ACN 008 685 836
Usually I write about brick works that have gone to God. This time, I am submitting this post on a still operating brick works. On a recent trip around Australia, I came across this company still producing custom bricks for the local market, although they also make bricks to match older style homes around Australia, often Sydney sandstock and export to Japan.
The works began when the three Calligaro brothers, Alceo and Adelmo arrived in Australia in 1936 and Adelio who arrived in Australia from Italy in 1939, began making bricks in Walkaway Road at Bootenal outside Grealdton in 1936. Geraldton Brickworks Pty Ltd acquired the business in 1961 and developed and extended the factory into one of the most versatile regional plants in Australia with markets throughout Western Australia and Japan. They are the only clay brick and paving plant north of Perth in Western Australia. Currently the brickworks has a maximum capacity of 7 million bricks per annum. However Geraldton Brick is now the exclusive agent, north of Jurien Bay, for BGC’s new brick plant in Perth, which has a capacity of 120 million bricks per annum.
This has enabled Geraldton Brick to double its capacity by
increasing its focus on speciality bricks at Geraldton and buying-in more
standard bricks and pavers from BGC to service the north of Western Australia.
Geraldton Brick has established markets in the Mid-West region of Western
Australia. It has also established itself as a major supplier to the North-West
Pilbara region’s expanding mining towns.
Geraldton Brickworks Pty Ltd
employ around 30 members of staff, and achieved revenues of AU$5-10 million, of
which export revenues have accounted for AU$500,000.
Geraldton is a thriving port city of 37,000 located 420
kilometres north of Perth. It is located on a spectacular stretch of coastline
and is a 4 hour drive or 1 hour flight from Perth. It is the administrative
centre of the Mid-West’s diverse industry base which includes fisheries,
agriculture, iron ore production, manufacturing, construction and tourism.

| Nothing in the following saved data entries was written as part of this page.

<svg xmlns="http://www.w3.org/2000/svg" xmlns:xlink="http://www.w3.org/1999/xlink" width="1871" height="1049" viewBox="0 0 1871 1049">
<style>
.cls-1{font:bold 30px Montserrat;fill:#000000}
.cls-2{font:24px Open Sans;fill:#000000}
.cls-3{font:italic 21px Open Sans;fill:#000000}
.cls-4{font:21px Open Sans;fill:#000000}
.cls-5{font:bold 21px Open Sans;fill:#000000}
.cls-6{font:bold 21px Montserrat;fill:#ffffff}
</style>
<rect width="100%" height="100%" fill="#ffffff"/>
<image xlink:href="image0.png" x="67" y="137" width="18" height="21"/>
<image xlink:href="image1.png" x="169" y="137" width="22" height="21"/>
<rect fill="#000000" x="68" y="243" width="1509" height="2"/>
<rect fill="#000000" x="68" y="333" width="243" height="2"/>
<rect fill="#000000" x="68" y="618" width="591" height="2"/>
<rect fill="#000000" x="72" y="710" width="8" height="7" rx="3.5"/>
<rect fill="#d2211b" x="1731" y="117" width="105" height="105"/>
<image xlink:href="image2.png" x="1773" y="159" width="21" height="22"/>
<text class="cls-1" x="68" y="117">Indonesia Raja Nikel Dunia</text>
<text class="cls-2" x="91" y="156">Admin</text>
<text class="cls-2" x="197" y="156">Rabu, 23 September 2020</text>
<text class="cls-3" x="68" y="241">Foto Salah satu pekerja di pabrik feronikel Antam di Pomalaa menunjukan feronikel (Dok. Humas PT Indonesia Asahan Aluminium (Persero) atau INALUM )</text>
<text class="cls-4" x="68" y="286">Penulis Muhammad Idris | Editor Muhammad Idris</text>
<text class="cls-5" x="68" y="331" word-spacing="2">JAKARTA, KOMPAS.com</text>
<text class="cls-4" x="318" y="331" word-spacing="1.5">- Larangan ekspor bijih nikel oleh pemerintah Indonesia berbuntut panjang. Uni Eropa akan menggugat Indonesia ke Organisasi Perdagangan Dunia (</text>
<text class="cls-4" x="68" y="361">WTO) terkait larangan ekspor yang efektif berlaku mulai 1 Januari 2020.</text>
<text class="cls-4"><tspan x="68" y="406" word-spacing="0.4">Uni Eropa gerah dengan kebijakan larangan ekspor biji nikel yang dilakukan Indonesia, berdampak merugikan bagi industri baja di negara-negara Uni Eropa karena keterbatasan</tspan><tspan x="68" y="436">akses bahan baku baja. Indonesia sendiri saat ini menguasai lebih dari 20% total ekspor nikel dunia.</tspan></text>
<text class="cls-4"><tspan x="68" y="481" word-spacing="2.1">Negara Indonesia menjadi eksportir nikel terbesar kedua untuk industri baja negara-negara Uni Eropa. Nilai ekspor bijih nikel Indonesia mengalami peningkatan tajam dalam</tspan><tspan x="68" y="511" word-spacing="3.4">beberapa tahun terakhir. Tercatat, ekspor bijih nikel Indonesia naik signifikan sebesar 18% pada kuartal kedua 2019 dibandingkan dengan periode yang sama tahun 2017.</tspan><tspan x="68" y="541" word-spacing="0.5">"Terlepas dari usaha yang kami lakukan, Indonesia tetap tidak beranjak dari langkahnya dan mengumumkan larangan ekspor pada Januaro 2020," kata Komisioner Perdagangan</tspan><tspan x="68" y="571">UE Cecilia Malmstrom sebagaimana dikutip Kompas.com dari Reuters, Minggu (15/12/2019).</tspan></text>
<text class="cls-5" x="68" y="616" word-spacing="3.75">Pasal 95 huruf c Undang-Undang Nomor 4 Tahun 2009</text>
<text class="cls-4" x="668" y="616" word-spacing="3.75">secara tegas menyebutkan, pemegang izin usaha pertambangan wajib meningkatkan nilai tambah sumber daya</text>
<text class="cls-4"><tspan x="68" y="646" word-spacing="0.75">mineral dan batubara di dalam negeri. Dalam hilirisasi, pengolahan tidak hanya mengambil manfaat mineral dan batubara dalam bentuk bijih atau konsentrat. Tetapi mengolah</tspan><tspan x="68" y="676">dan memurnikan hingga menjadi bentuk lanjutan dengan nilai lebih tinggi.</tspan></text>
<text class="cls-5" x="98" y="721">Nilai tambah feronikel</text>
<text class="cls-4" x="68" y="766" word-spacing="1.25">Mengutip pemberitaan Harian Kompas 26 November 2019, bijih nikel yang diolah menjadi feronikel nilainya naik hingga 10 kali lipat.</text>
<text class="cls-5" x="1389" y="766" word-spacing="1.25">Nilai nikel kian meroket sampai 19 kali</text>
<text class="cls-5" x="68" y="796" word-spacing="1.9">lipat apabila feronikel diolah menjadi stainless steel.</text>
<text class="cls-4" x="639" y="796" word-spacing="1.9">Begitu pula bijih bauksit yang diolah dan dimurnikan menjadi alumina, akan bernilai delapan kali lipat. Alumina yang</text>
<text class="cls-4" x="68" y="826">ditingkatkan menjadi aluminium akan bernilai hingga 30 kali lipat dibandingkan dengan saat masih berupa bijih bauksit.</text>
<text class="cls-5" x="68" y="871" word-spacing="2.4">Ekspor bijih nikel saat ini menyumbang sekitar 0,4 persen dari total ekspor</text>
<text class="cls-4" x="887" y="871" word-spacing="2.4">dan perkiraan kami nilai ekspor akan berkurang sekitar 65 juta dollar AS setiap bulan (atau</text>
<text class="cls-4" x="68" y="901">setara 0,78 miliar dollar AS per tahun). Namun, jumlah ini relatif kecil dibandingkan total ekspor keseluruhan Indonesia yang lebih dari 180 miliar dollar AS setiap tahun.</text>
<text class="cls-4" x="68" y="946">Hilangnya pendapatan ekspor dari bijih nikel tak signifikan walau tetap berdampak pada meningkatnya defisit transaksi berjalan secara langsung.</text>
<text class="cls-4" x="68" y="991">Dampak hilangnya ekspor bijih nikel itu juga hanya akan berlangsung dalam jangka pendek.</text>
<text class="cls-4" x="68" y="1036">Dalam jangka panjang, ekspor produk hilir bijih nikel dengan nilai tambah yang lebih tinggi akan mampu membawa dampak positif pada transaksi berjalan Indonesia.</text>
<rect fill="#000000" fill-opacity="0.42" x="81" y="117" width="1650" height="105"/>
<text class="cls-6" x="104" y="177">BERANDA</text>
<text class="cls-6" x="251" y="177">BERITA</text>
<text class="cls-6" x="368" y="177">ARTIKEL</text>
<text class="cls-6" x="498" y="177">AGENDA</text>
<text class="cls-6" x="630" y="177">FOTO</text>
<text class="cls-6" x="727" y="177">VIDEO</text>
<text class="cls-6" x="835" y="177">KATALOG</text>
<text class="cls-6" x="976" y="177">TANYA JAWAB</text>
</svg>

Geraldton Brick owns Boutique
Bricks WA that supplies premium specialty and match-up bricks for renovations
and extensions to existing buildings throughout Australia. They have been making and exporting standard
and specialty bricks and pavers to regular customers in Japan since 1989.
Alceo Calligaro (8 April 1910 – 8
March 2003) from Buia in the province of Udine, north of Trieste in Italy
arrived in Western Australia in 1928.
He left Naples by ship. He had
been a brickmaker in his homeland and brought a set of brick moulds with him to
Australia. He settled at Bootenal, in
the Walkaway area near Geraldton and with his brothers Adelmo and Adelio, set
up a brick works shortly afterwards.
Alceo was married to Maria, a dressmaker. They had five children.
Adelmo later went to Bunbury
where he and his brothers worked at the Waterloo Brickworks, 12 kilometres east
of Bunbury, begun by Mr W.J. Buswell in the 19th Century. Now owned by Austral Bricks, it produces
over 4 million bricks per annum.
Initially, bricks were made by hand and fired in a Clamp, or Scotch
Kiln. This early photograph of the
works shows who are possible the brothers outside a Scotch Kiln. Later, rectangular downdraught kilns were
built.
They acquired and later closed
the Dongara Brick Works. This works had
been started by Jack Morgan in September 1959 in Dalmage Street near the Irwin
River. The site still exists and you
can see the remains of a
large brick kiln, brick engine house and brick making machinery.
In the late 1970s, the Geraldton Brick company built a
Hoffman Kiln to increase output. This
type of kiln is a continuous firing kiln capable of turning out millions of
bricks per annum. They take careful and
continuous management to successfully fire the bricks.
Geraldton Bricks now use gas
fired Batch Kilns. Preferred because of
their relatively quick firing time, these kilns are loaded and unloaded from
one side. Fans placed on a deck above the green bricks blow the air between the
brick stacks. The coal fire creates maximum heat transfer. Following the
initial equalization of moisture content, the heat level is adapted as moisture
content reduces. The moist air is evacuated through ducts on each side of the
load, using the pressure difference or an exhaust-air fan.
The expansion and modernization
of the brick works was considered in 2009.
An application for the winding up of Geraldton Brickworks Pty Ltd was
commenced by the Deputy Commissioner of Taxation on 06/12/2012 and was heard in
the Federal Court on the 29th of January 2013, yet the company still
exists, still making millions of bricks per year.
If you want to know more about this extraordinary business, I suggest
you
read the modestly titles “Birth of A Legend”, by Keith R Smith. It places this Brick Works into the context
of their current owners, the Geraldton Building Company.